Running highly scalable monoliths is easy! As long as you’re willing to hire some of the five to ten people in the world who are capable of advancing the state of the art of development on that technology stack…
You can also see this the other way around — it's a testament to how slow some other stuff is.
Which, to be clear, is not intended to be a negative statement about that "other stuff". It really depends. Some is. But I've also seen things just done poorly by applying tools wrong, e.g. ORM misuse leading to thousands of queries that should have been one OUTER JOIN.
But I don't think you need engineers of their unique calibre to get most of what they got. It's probably an exponential thing, if you have some merely good engineers you could maybe achieve 80% of their performance. The last 20% are just much more costly.

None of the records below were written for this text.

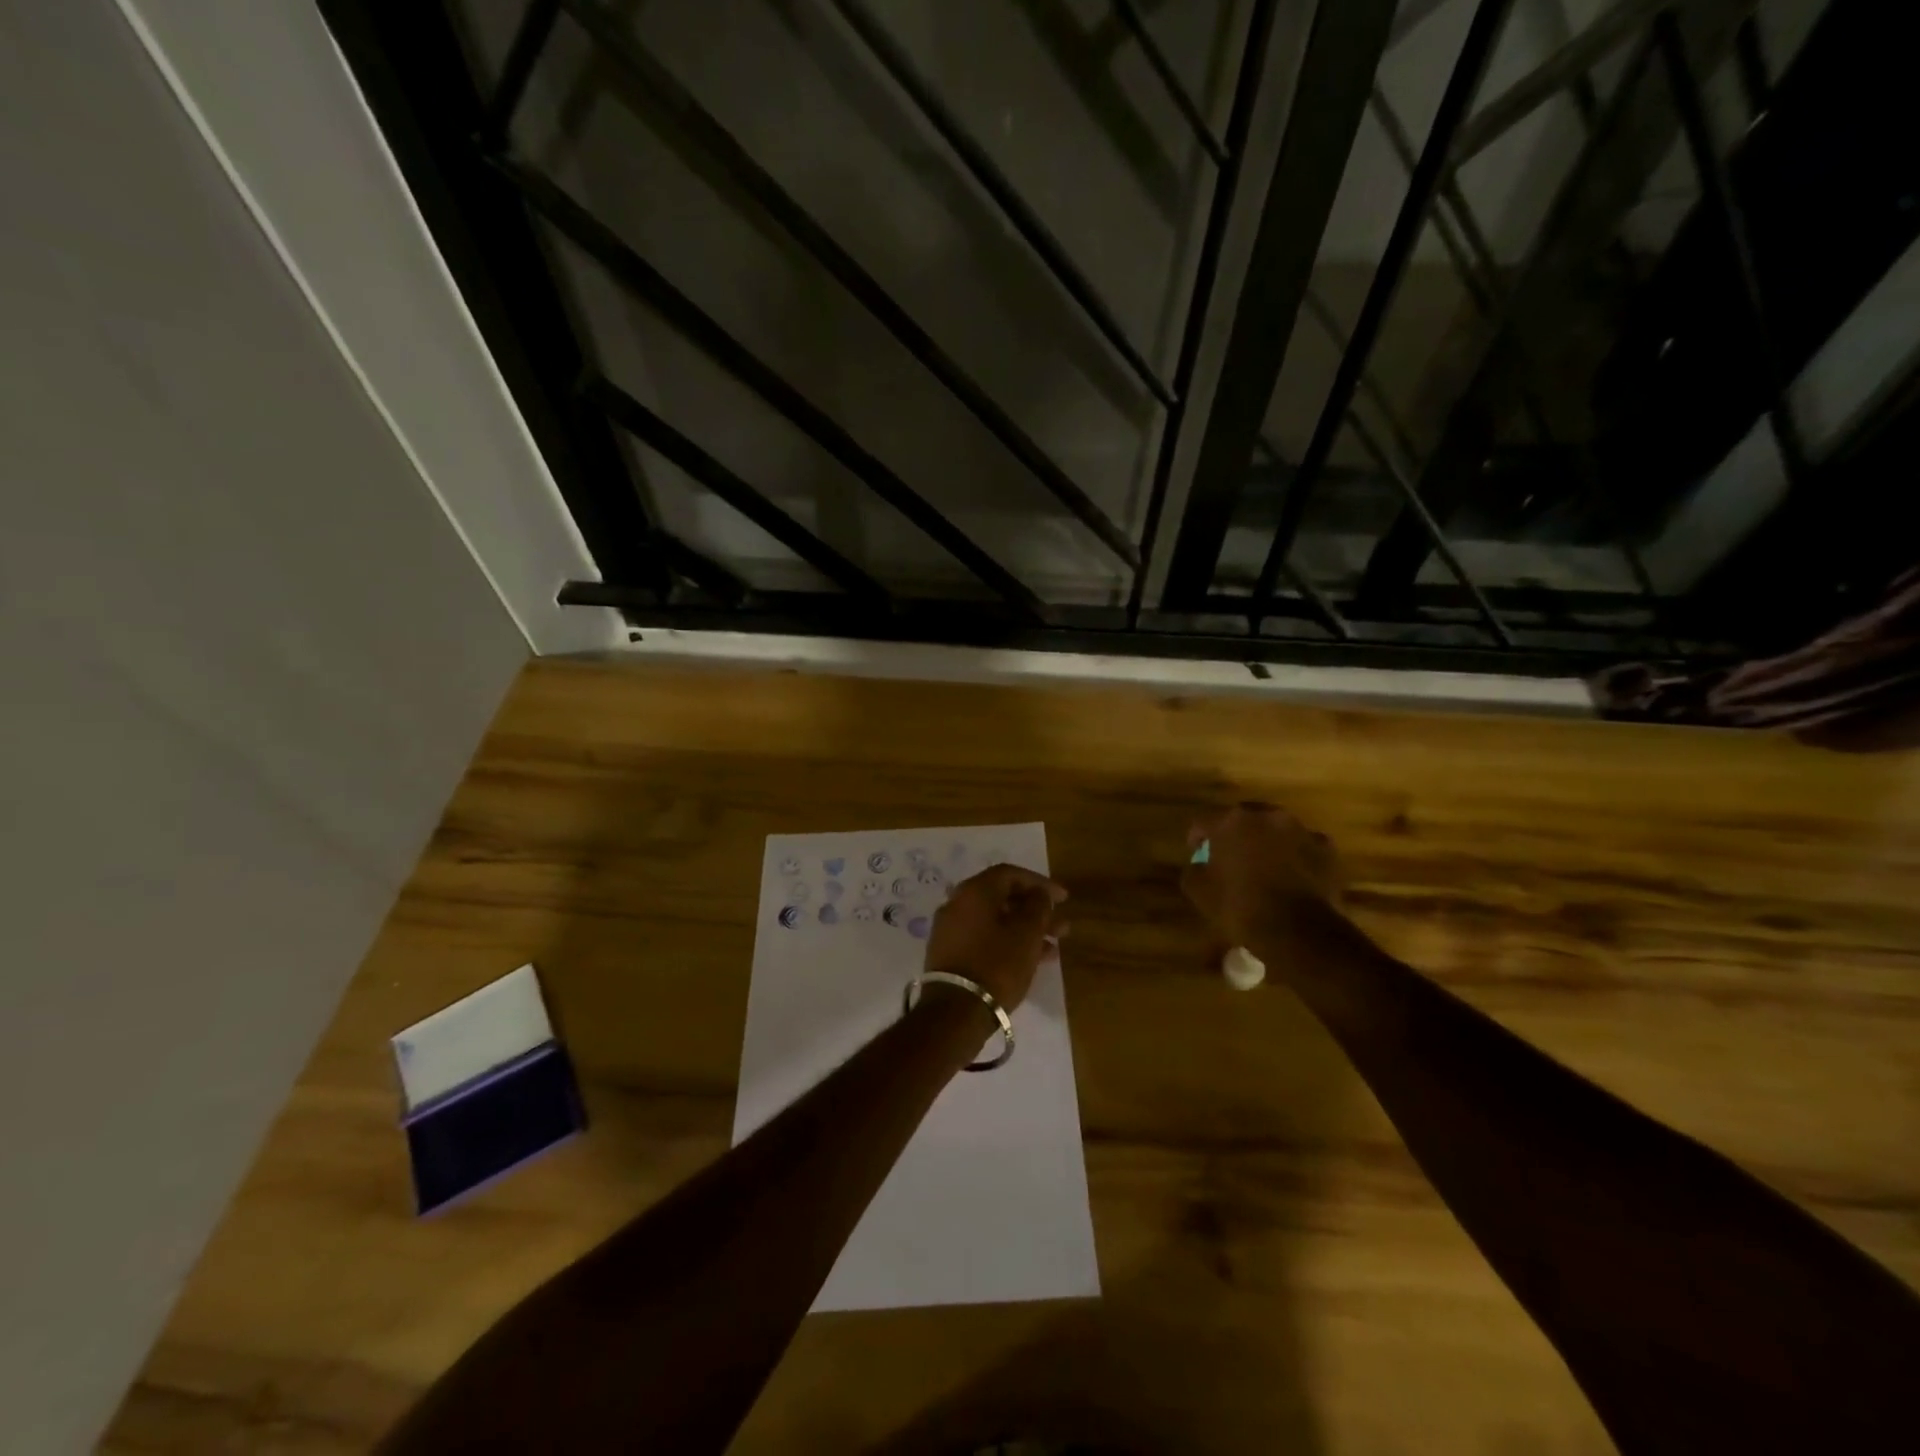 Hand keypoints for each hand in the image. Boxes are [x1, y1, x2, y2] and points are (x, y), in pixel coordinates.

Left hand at [923, 864, 1067, 1010]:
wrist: (955, 1012)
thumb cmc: (996, 965)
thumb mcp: (1027, 934)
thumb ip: (1038, 906)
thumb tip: (1039, 895)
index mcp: (973, 892)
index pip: (1010, 874)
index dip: (1040, 883)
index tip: (1063, 899)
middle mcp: (957, 904)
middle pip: (1002, 898)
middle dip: (1035, 910)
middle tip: (1061, 926)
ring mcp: (951, 930)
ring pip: (995, 921)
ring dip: (1025, 930)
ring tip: (1054, 948)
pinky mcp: (950, 954)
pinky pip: (985, 938)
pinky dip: (1008, 943)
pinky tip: (1032, 961)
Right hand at [1182, 803, 1344, 952]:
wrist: (1298, 931)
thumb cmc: (1241, 907)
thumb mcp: (1199, 893)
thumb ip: (1193, 870)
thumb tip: (1198, 864)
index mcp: (1231, 822)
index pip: (1203, 822)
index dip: (1197, 839)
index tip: (1198, 856)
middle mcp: (1266, 816)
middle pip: (1242, 819)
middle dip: (1235, 836)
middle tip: (1232, 859)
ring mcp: (1300, 829)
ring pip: (1276, 830)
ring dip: (1268, 843)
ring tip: (1265, 868)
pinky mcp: (1326, 848)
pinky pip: (1304, 846)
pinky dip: (1297, 856)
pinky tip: (1293, 877) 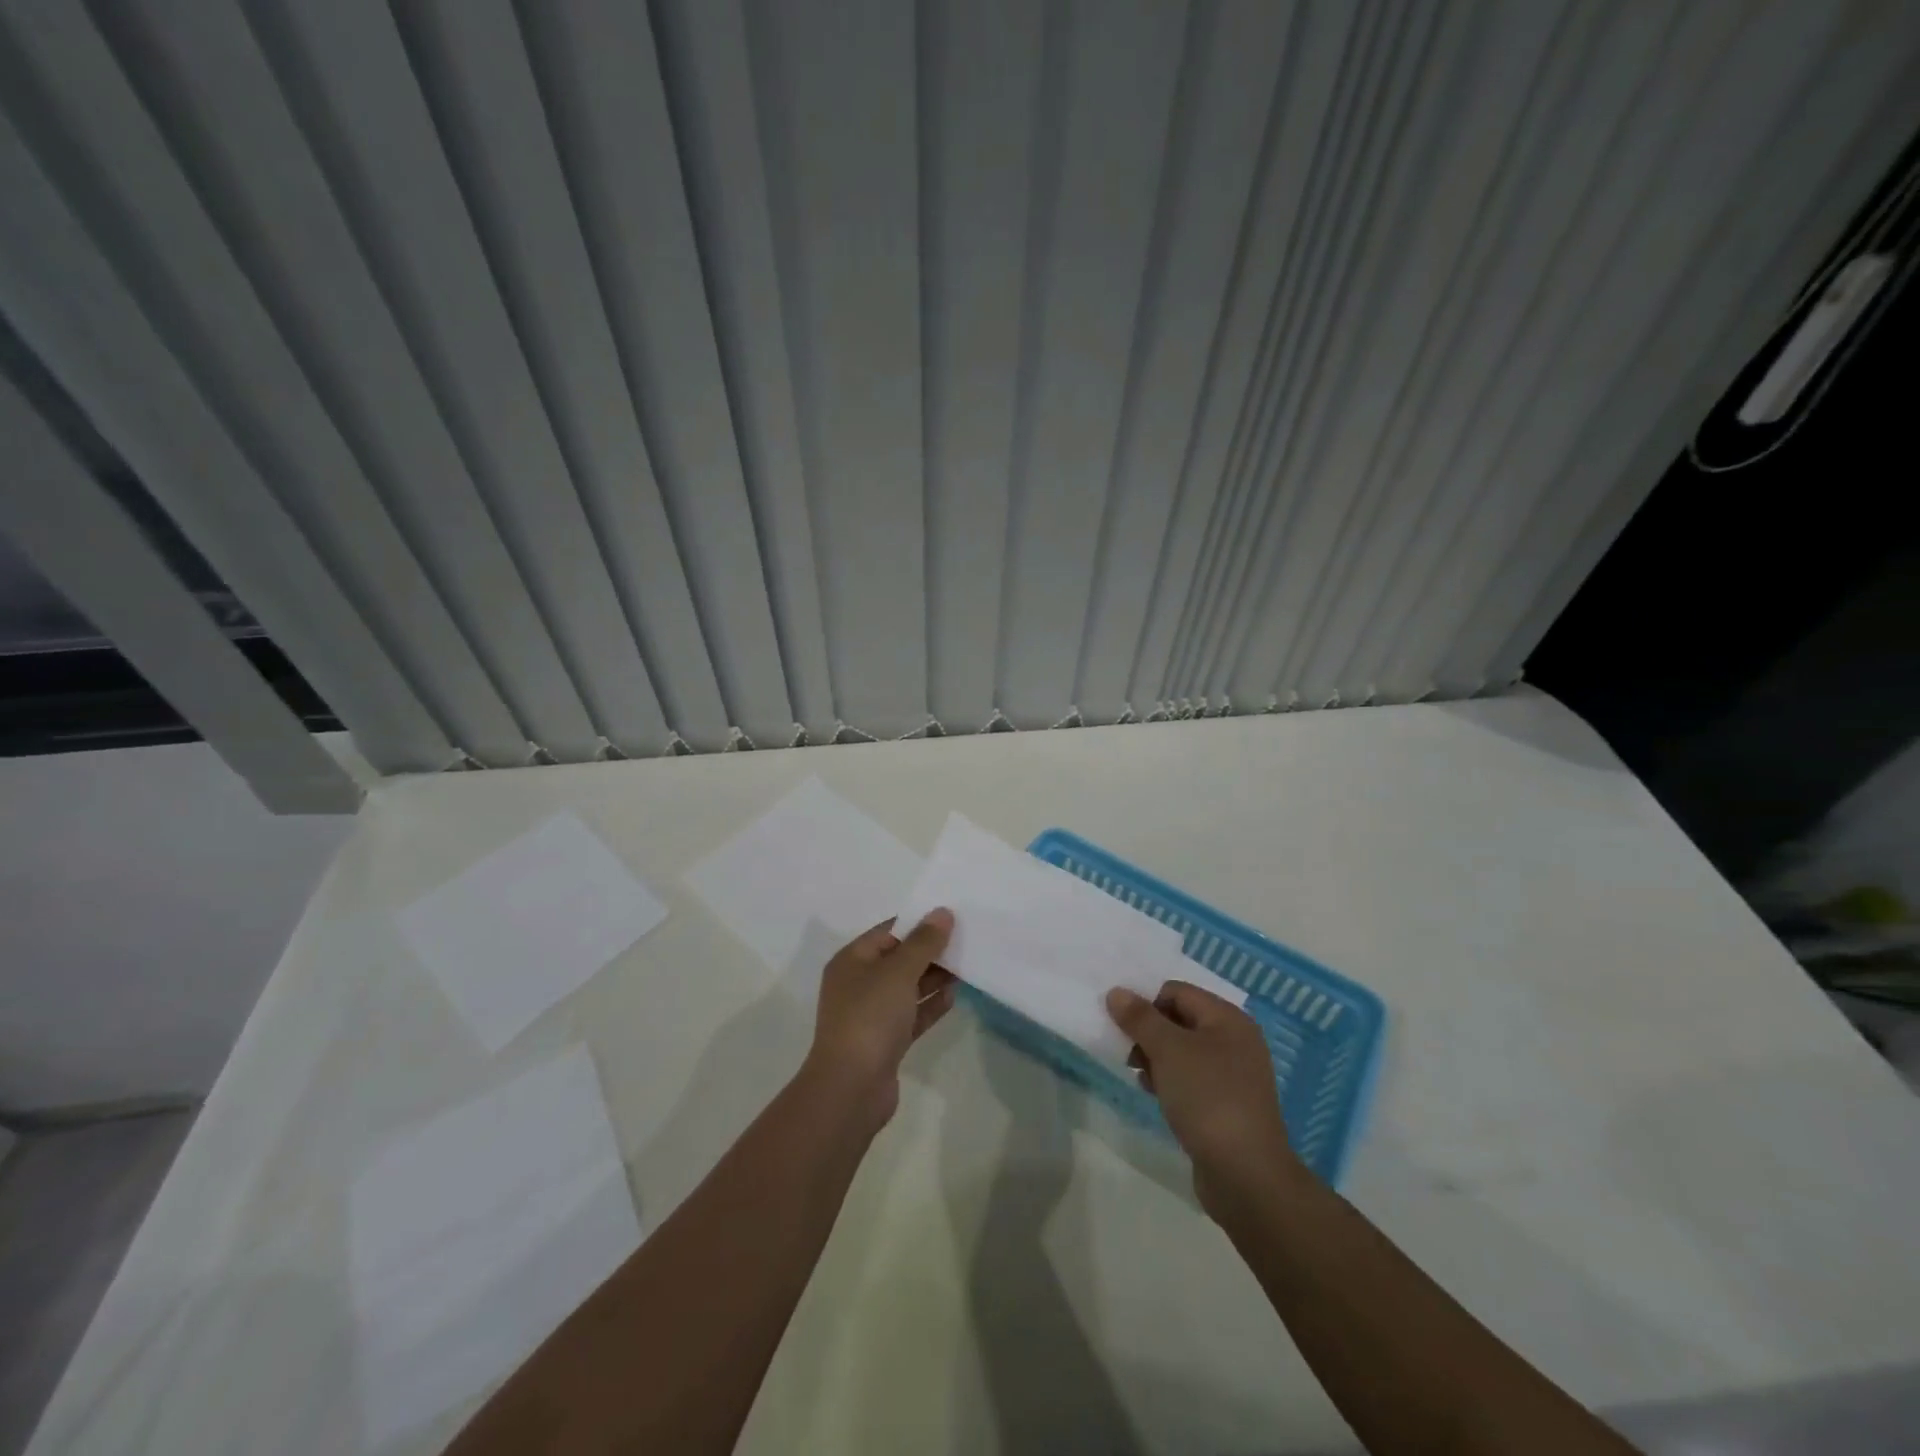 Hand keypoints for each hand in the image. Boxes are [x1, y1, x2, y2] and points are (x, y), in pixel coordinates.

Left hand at [805, 910, 955, 1131]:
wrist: (851, 1088)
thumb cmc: (870, 1017)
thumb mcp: (899, 971)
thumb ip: (924, 942)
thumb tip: (942, 912)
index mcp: (852, 960)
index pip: (888, 931)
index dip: (918, 923)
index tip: (952, 917)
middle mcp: (858, 984)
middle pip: (899, 959)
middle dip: (930, 951)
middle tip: (966, 941)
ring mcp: (871, 1014)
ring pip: (907, 988)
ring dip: (933, 978)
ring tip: (966, 966)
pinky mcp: (886, 1041)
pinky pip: (911, 1014)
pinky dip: (930, 1005)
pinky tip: (954, 996)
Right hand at [1106, 982, 1303, 1214]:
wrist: (1246, 1175)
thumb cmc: (1207, 1097)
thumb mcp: (1168, 1050)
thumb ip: (1140, 1018)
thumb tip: (1116, 992)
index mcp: (1228, 1019)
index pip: (1176, 991)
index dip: (1146, 1002)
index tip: (1121, 1025)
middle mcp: (1235, 1040)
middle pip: (1179, 1020)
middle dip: (1148, 1032)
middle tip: (1127, 1052)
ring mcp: (1233, 1075)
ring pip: (1183, 1051)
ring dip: (1156, 1058)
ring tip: (1138, 1075)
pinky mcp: (1226, 1104)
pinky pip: (1191, 1079)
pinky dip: (1169, 1080)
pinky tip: (1153, 1094)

Yep. Following some of the SO folks on Twitter a while back, I remember watching them do all sorts of things with .NET that didn’t feel remotely “necessary” for a Q&A website. It’s not like you can pull people off the street and have them get away with infrastructure this simple.
Not to take anything away from Dapper (it's an excellent library), but it isn't really that much faster than EntityFramework anymore.
> EF Core 6.0 performance is now 70% faster on the industry-standard TechEmpower Fortunes benchmark, compared to 5.0.
> This is the full-stack perf improvement, including improvements in the benchmark code, the .NET runtime, etc. EF Core 6.0 itself is 31% faster executing queries.
> Heap allocations have been reduced by 43%.
> At the end of this iteration, the gap between Dapper and EF Core in the TechEmpower Fortunes benchmark narrowed from 55% to around a little under 5%.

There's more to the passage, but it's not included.